The Henry H. Becker Knitting Mill with its owner's and manager's houses stands as an excellent example of the mixed residential and manufacturing neighborhoods that once dominated Fishtown. Forming a C-plan at 425-447 Moyer Street, the mill contains six brick, tin-roofed buildings whose construction periods range from 1863 to 1885. All the buildings currently have four stories; the oldest buildings originally had three stories but were raised a story in 1879.
 
The southeast, or front, elevation facing Moyer Street contains three brick mill buildings that include the oldest and the youngest structures in the complex. The four bays at 429-431 Moyer, which date from 1863, have experienced extensive reworking.
1 An original hoisting bay extending from the ground level to the upper story has been replaced with windows.
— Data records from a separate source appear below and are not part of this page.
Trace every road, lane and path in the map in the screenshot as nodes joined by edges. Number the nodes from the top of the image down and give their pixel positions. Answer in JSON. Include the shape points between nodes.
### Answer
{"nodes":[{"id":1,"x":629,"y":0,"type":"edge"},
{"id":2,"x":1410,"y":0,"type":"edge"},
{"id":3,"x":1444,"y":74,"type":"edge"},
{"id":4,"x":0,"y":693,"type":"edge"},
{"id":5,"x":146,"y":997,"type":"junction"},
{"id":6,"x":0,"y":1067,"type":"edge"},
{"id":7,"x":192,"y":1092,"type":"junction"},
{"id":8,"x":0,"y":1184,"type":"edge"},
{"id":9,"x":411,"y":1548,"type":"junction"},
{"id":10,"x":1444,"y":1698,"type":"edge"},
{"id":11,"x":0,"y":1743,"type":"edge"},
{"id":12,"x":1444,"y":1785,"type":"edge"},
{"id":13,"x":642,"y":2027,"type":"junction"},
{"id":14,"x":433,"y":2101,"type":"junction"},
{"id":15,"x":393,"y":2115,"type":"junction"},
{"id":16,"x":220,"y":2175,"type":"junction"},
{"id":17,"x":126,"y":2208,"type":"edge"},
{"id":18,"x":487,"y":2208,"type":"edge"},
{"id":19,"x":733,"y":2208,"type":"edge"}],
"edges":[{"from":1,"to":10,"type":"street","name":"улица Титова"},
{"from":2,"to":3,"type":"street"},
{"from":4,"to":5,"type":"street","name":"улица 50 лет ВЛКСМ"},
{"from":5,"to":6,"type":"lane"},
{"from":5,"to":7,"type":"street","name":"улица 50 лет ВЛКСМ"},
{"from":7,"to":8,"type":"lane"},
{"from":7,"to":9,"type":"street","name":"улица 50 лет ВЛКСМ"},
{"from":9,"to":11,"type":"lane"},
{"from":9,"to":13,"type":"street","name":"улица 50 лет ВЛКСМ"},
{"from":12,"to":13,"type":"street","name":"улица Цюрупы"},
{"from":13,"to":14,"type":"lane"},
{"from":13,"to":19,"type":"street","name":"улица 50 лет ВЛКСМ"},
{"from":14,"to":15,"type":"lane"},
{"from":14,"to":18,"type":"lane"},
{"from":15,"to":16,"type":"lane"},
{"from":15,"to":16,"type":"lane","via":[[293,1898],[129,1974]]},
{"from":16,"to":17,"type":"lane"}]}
The 10-bay-wide portion at 433-445 Moyer, where painted brick proclaims "National Fiberstok Envelope Co.," was constructed in 1871. A door in the west end is a recent addition, while a loading dock blocks a cartway that once led to an interior courtyard.  An original entrance door immediately east of the cartway currently contains a window. The two-bay-wide building at 447 Moyer Street was constructed in 1885 and has had a window enlarged into a loading dock. Two four-story buildings parallel to Moyer Street join the 429-431 Moyer Street mill to the north and form the upper portion of the C plan. Two other four-story boiler and engine houses are entered from the interior courtyard.
 
The former owner's and manager's houses at 425 and 427 Moyer Street have had modern stone veneer applied to the first stories. The three-story two-bay-wide dwelling at 425 Moyer has had other extensive modifications. A two-story brick and frame addition joins the building to the rear, forming an ell plan. The two-story, two-bay structure at 427 Moyer is constructed of brick and frame.
 
Set in the midst of a primarily residential area, the Becker mill was built in the last half of the nineteenth century and architecturally portrays the growth of the textile industry in Philadelphia. Similar to the process described in Philip Scranton's Proprietary Capitalism, Henry Becker's enterprise illustrates the accumulation of capital, entrance into small, often familial, partnerships, and a resulting increased investment in physical plant and machinery that allowed textile craftsmen like Becker, to become factory owners.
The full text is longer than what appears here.